EdVentures 2000: Teachers as Entrepreneurs

Published October 1, 2000

Almost all of the discussion of school choice is focused on parents being free to make a choice of schools and principals being free to make a choice of teachers for their schools. Little attention has been given to choices for teachers, the individuals who actually produce the education that everyone so desperately wants to see improved. Teachers want choices, too.

The choice that opens up most opportunities for teachers–as well as presenting the greatest challenges for them–is the prospect of becoming an entrepreneur.

More than 350 teacher-entrepreneurs gathered in Detroit recently for the EdVentures 2000 Conference, organized by the Association of Education Practitioners and Providers (AEPP).

A teacher’s decision to become an entrepreneur is not an easy one, noted several speakers at the conference. For example, teacher unions routinely rail against the supposed evils of the private sector to discourage privatization efforts. That rhetoric is turned up a notch when the unions use it against school vouchers, maligning the motives of private-sector firms for “making a profit” from a child’s education. That rhetoric creates a gross misperception of the private sector and how it works.

“Just because you’re for-profit doesn’t mean you’re making money,” noted opening speaker Thomas P. Jandris, of the Education Commission of the States. But it’s also not a sin to do well while doing good, he added.

Jandris called for accountability systems that would report to taxpayers the “return on investment” they’re getting from education spending. But most educators, he noted, “have no idea what ROI is.”

At first, many teachers are uncomfortable being associated with the private sector, noted Joshua Hirschstein of Lane Tutoring Services in Oregon. He pointed out that teachers have been led to believe motives in the private sector always are suspect and that people in business are just “greedy.” Teachers are also uncomfortable being out of a classroom.

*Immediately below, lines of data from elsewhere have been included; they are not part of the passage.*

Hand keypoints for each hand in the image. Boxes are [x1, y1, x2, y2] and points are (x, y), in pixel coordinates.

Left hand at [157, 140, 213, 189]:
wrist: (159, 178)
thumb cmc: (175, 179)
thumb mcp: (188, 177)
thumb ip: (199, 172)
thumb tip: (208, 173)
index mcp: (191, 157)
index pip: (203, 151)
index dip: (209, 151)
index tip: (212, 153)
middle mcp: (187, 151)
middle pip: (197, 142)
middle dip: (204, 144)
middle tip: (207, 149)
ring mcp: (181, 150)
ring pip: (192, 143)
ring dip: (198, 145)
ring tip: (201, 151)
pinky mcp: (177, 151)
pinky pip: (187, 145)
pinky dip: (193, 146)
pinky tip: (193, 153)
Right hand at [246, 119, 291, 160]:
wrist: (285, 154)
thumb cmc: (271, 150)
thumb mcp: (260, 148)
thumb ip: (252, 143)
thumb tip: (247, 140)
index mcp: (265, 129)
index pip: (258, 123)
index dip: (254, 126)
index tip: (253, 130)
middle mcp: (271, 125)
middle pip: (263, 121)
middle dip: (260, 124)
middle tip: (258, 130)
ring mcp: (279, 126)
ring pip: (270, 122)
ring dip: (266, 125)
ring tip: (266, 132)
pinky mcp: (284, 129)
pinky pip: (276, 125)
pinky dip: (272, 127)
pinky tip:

“They’ve been in a classroom since first grade and now, at age 40, they’re still in a classroom,” said Hirschstein.

Some teachers in public schools are teaching children that making a profit is bad, according to Florida State Representative Jerry Melvin. On the other hand, Polly Broussard’s organization, the Association of Professional Educators of Louisiana, promotes the idea of teachers working for themselves and holds up the model of the private practitioner in education as the “true professional.”

Economist Michael Podgursky of the University of Missouri-Columbia pointed out that one in seven teachers works in a private school. While private schools have only 11 percent of total student enrollment, they make up almost 15 percent of teacher employment because of their lower student-teacher ratio. A further examination of teacher employment statistics revealed one-third of all teachers work either for a for-profit private firm, a nonprofit organization, or are self-employed.

“It’s not a question of whether choice is coming for teachers,” said Podgursky. “Choice is already here.”


George A. Clowes is managing editor of School Reform News.